Segment Start: The input

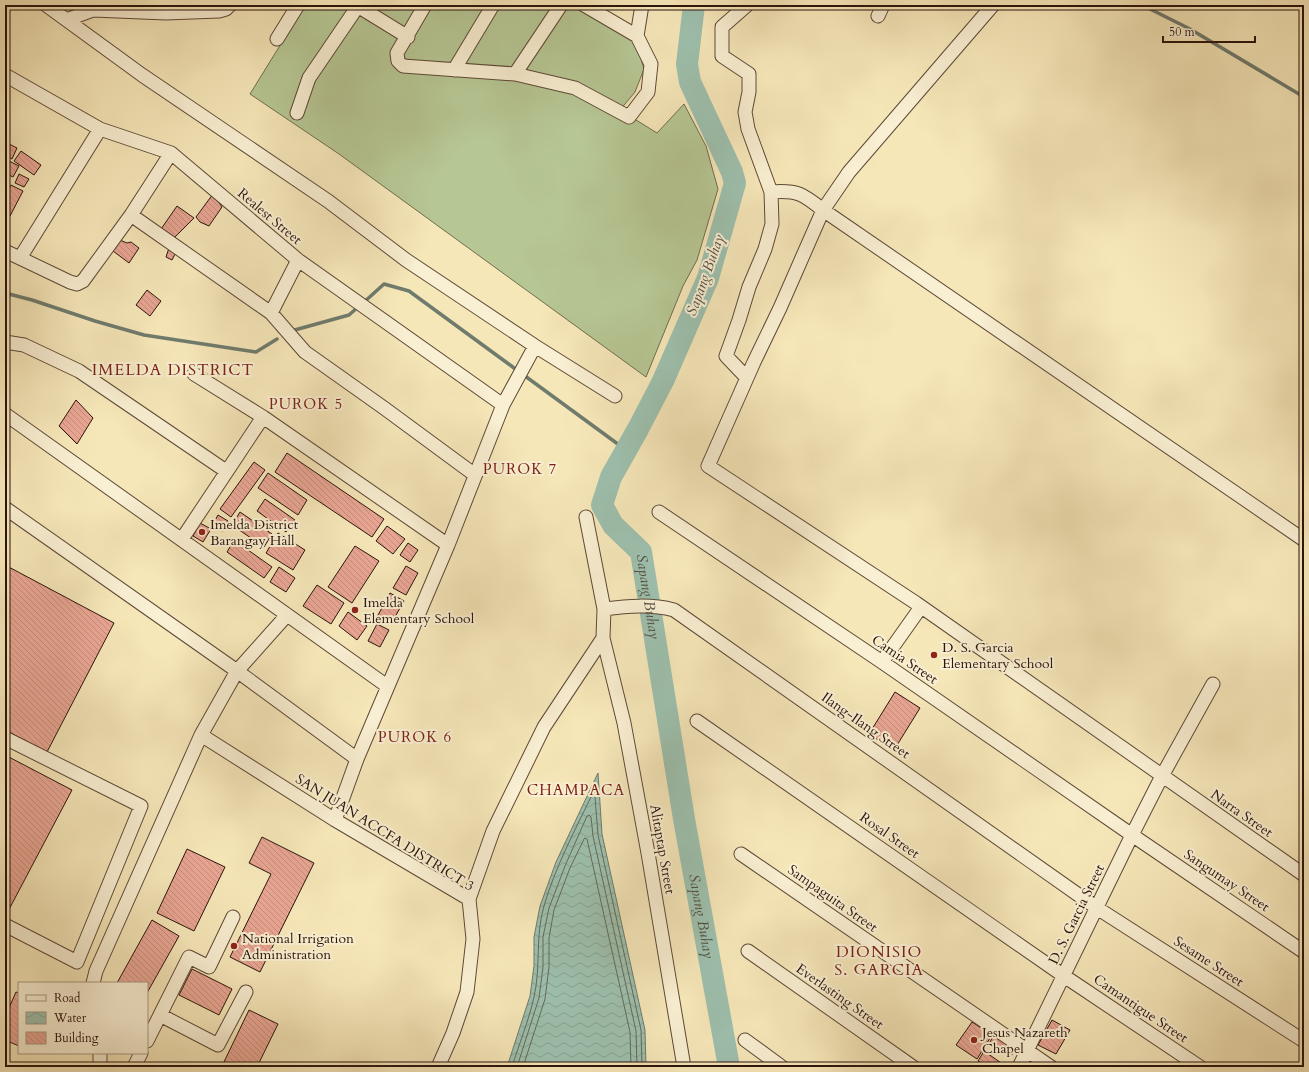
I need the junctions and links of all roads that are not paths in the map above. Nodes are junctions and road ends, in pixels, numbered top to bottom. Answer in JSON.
{"nodes":[{"id":1,"x":46,"y":5,"type":"edge"},
{"id":2,"x":71,"y":5,"type":"edge"},
{"id":3,"x":230,"y":5,"type":"edge"},
{"id":4,"x":298,"y":5,"type":"edge"},
{"id":5,"x":425,"y":5,"type":"edge"},
{"id":6,"x":493,"y":5,"type":"edge"},
{"id":7,"x":561,"y":5,"type":"edge"},
{"id":8,"x":584,"y":5,"type":"edge"},
{"id":9,"x":642,"y":5,"type":"edge"},
{"id":10,"x":747,"y":5,"type":"edge"},
{"id":11,"x":993,"y":5,"type":"edge"},
{"id":12,"x":357,"y":6,"type":"edge"},
{"id":13,"x":168,"y":9,"type":"edge"},
{"id":14,"x":67,"y":19,"type":"junction"},
{"id":15,"x":637,"y":36,"type":"junction"},
{"id":16,"x":408,"y":37,"type":"junction"},
{"id":17,"x":277,"y":39,"type":"dead end"},
{"id":18,"x":454,"y":70,"type":"junction"},
{"id":19,"x":5,"y":74,"type":"edge"},
{"id":20,"x":515,"y":74,"type":"junction"},
{"id":21,"x":297,"y":113,"type":"dead end"},
{"id":22,"x":100,"y":129,"type":"junction"},
{"id":23,"x":171,"y":153,"type":"junction"},
{"id":24,"x":771,"y":192,"type":"junction"},
{"id":25,"x":823,"y":210,"type":"junction"},
{"id":26,"x":130,"y":215,"type":"junction"},
{"id":27,"x":5,"y":251,"type":"edge"},
{"id":28,"x":20,"y":258,"type":"junction"},
{"id":29,"x":298,"y":260,"type":"junction"},
{"id":30,"x":271,"y":314,"type":"junction"},
{"id":31,"x":5,"y":342,"type":"edge"},
{"id":32,"x":535,"y":346,"type":"junction"},
{"id":33,"x":194,"y":374,"type":"dead end"},
{"id":34,"x":747,"y":378,"type":"junction"},
{"id":35,"x":615,"y":396,"type":"dead end"},
{"id":36,"x":503,"y":405,"type":"junction"},
{"id":37,"x":5,"y":414,"type":"edge"},
{"id":38,"x":263,"y":417,"type":"junction"},
{"id":39,"x":226,"y":471,"type":"junction"},
{"id":40,"x":475,"y":475,"type":"junction"},
{"id":41,"x":5,"y":508,"type":"edge"},
{"id":42,"x":659,"y":512,"type":"dead end"},
{"id":43,"x":586,"y":517,"type":"dead end"},
{"id":44,"x":182,"y":539,"type":"junction"},
{"id":45,"x":1304,"y":540,"type":"edge"},
{"id":46,"x":448,"y":545,"type":"junction"},
{"id":47,"x":921,"y":607,"type":"junction"},
{"id":48,"x":604,"y":609,"type":"junction"},
{"id":49,"x":288,"y":615,"type":"junction"},
{"id":50,"x":603,"y":638,"type":"junction"},
{"id":51,"x":882,"y":662,"type":"junction"},
{"id":52,"x":237,"y":671,"type":"junction"},
{"id":53,"x":1213,"y":684,"type":"dead end"},
{"id":54,"x":387,"y":686,"type":"junction"},
{"id":55,"x":697,"y":722,"type":"dead end"},
{"id":56,"x":201,"y":735,"type":"junction"},
{"id":57,"x":5,"y":738,"type":"edge"},
{"id":58,"x":357,"y":759,"type":"junction"},
{"id":59,"x":1162,"y":776,"type":"junction"},
{"id":60,"x":335,"y":820,"type":"junction"},
{"id":61,"x":1132,"y":835,"type":"junction"},
{"id":62,"x":741,"y":854,"type":"dead end"},
{"id":63,"x":1304,"y":875,"type":"edge"},
{"id":64,"x":470,"y":900,"type":"junction"},
{"id":65,"x":1097,"y":908,"type":"junction"},
{"id":66,"x":233,"y":917,"type":"dead end"},
{"id":67,"x":5,"y":925,"type":"edge"},
{"id":68,"x":748,"y":951,"type":"dead end"},
{"id":69,"x":1304,"y":952,"type":"edge"},
{"id":70,"x":1064,"y":976,"type":"junction"},
{"id":71,"x":93,"y":982,"type":"edge"},
{"id":72,"x":246,"y":992,"type":"dead end"},
{"id":73,"x":160,"y":1015,"type":"junction"},
{"id":74,"x":148,"y":1039,"type":"edge"},
{"id":75,"x":744,"y":1040,"type":"dead end"},
{"id":76,"x":1304,"y":1041,"type":"edge"},
{"id":77,"x":1026,"y":1051,"type":"junction"},
{"id":78,"x":100,"y":1054,"type":"edge"},
{"id":79,"x":140,"y":1054,"type":"edge"},
{"id":80,"x":100,"y":1067,"type":"edge"},
{"id":81,"x":134,"y":1067,"type":"edge"},
{"id":82,"x":438,"y":1067,"type":"edge"},
{"id":83,"x":684,"y":1067,"type":"edge"},
{"id":84,"x":782,"y":1067,"type":"edge"},
{"id":85,"x":914,"y":1067,"type":"edge"},
{"id":86,"x":1019,"y":1067,"type":"edge"},
{"id":87,"x":1051,"y":1067,"type":"edge"},
{"id":88,"x":1200,"y":1067,"type":"edge"}],
"edges":[{"from":1,"to":14,"type":"street"},
{"from":2,"to":14,"type":"street"},
{"from":3,"to":13,"type":"street"},
{"from":4,"to":17,"type":"street"},
{"from":5,"to":16,"type":"street"},
{"from":6,"to":18,"type":"street"},
{"from":7,"to":20,"type":"street"},
{"from":8,"to":15,"type":"street"},
{"from":9,"to":15,"type":"street"},
{"from":10,"to":24,"type":"street"},
{"from":11,"to":25,"type":"street"},
{"from":12,"to":16,"type":"street"},
{"from":12,"to":21,"type":"street"},
{"from":13,"to":14,"type":"street"},
{"from":14,"to":32,"type":"street"},
{"from":15,"to":20,"type":"street"},
{"from":16,"to":18,"type":"street"},
{"from":18,"to":20,"type":"street"},
{"from":19,"to":22,"type":"street","name":"Realest Street"},
{"from":22,"to":23,"type":"street","name":"Realest Street"},
{"from":22,"to":28,"type":"street"},
{"from":23,"to":26,"type":"street"},
{"from":23,"to":29,"type":"street","name":"Realest Street"},
{"from":24,"to":25,"type":"street"},
{"from":24,"to":34,"type":"street"},
{"from":25,"to":34,"type":"street"},
{"from":25,"to":45,"type":"street"},
{"from":26,"to":28,"type":"street"},
{"from":26,"to":30,"type":"street"},
{"from":27,"to":28,"type":"street"},
{"from":29,"to":30,"type":"street"},
{"from":29,"to":36,"type":"street","name":"Realest Street"},
{"from":30,"to":40,"type":"street"},
{"from":31,"to":39,"type":"street"},
{"from":32,"to":35,"type":"street"},
{"from":32,"to":36,"type":"street"},
{"from":33,"to":38,"type":"street"},
{"from":34,"to":47,"type":"street","name":"Narra Street"},
{"from":36,"to":40,"type":"street"},
{"from":37,"to":44,"type":"street"},
{"from":38,"to":39,"type":"street"},
{"from":38,"to":46,"type":"street"},
{"from":39,"to":44,"type":"street"},
{"from":40,"to":46,"type":"street"},
{"from":41,"to":52,"type":"street"},
{"from":42,"to":51,"type":"street","name":"Camia Street"},
{"from":43,"to":48,"type":"street","name":"Alitaptap Street"},
{"from":44,"to":49,"type":"street"},
{"from":46,"to":54,"type":"street"},
{"from":47,"to":51,"type":"street"},
{"from":47,"to":59,"type":"street","name":"Narra Street"},
{"from":48,"to":50,"type":"street","name":"Alitaptap Street"},
{"from":48,"to":65,"type":"street","name":"Ilang-Ilang Street"},
{"from":49,"to":52,"type":"street"},
{"from":49,"to":54,"type":"street"},
{"from":50,"to":64,"type":"street"},
{"from":50,"to":83,"type":"street","name":"Alitaptap Street"},
{"from":51,"to":61,"type":"street","name":"Camia Street"},
{"from":52,"to":56,"type":"street"},
{"from":52,"to":58,"type":"street"},
{"from":53,"to":59,"type":"street","name":"D. S. Garcia Street"},
{"from":54,"to":58,"type":"street"},
{"from":55,"to":70,"type":"street","name":"Rosal Street"},
{"from":56,"to":60,"type":"street","name":"SAN JUAN ACCFA DISTRICT 3"},
{"from":56,"to":71,"type":"street"},
{"from":57,"to":67,"type":"street"},
{"from":58,"to":60,"type":"street"},
{"from":59,"to":61,"type":"street","name":"D. S. Garcia Street"},
{"from":59,"to":63,"type":"street","name":"Narra Street"},
{"from":60,"to":64,"type":"street","name":"SAN JUAN ACCFA DISTRICT 3"},
{"from":61,"to":65,"type":"street","name":"D. S. Garcia Street"},
{"from":61,"to":69,"type":"street","name":"Sangumay Street"},
{"from":62,"to":77,"type":"street","name":"Sampaguita Street"},
{"from":64,"to":82,"type":"street","name":"SAN JUAN ACCFA DISTRICT 3"},
{"from":65,"to":70,"type":"street","name":"D. S. Garcia Street"},
{"from":65,"to":76,"type":"street","name":"Sesame Street"},
{"from":66,"to":73,"type":"street"},
{"from":68,"to":85,"type":"street","name":"Everlasting Street"},
{"from":70,"to":77,"type":"street","name":"D. S. Garcia Street"},
{"from":70,"to":88,"type":"street","name":"Camantigue Street"},
{"from":72,"to":73,"type":"street"},
{"from":73,"to":74,"type":"street"},
{"from":75,"to":84,"type":"street"},
{"from":77,"to":86,"type":"street","name":"D. S. Garcia Street"},
{"from":77,"to":87,"type":"street","name":"Sampaguita Street"},
{"from":78,"to":80,"type":"street"},
{"from":79,"to":81,"type":"street"}]}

Segment End: The input

* [About this exercise]: Find each line of the data above that holds the word "JUAN", then copy it.

* [Exercise output]:
{"from":56,"to":60,"type":"street","name":"SAN JUAN ACCFA DISTRICT 3"},
{"from":60,"to":64,"type":"street","name":"SAN JUAN ACCFA DISTRICT 3"},
{"from":64,"to":82,"type":"street","name":"SAN JUAN ACCFA DISTRICT 3"},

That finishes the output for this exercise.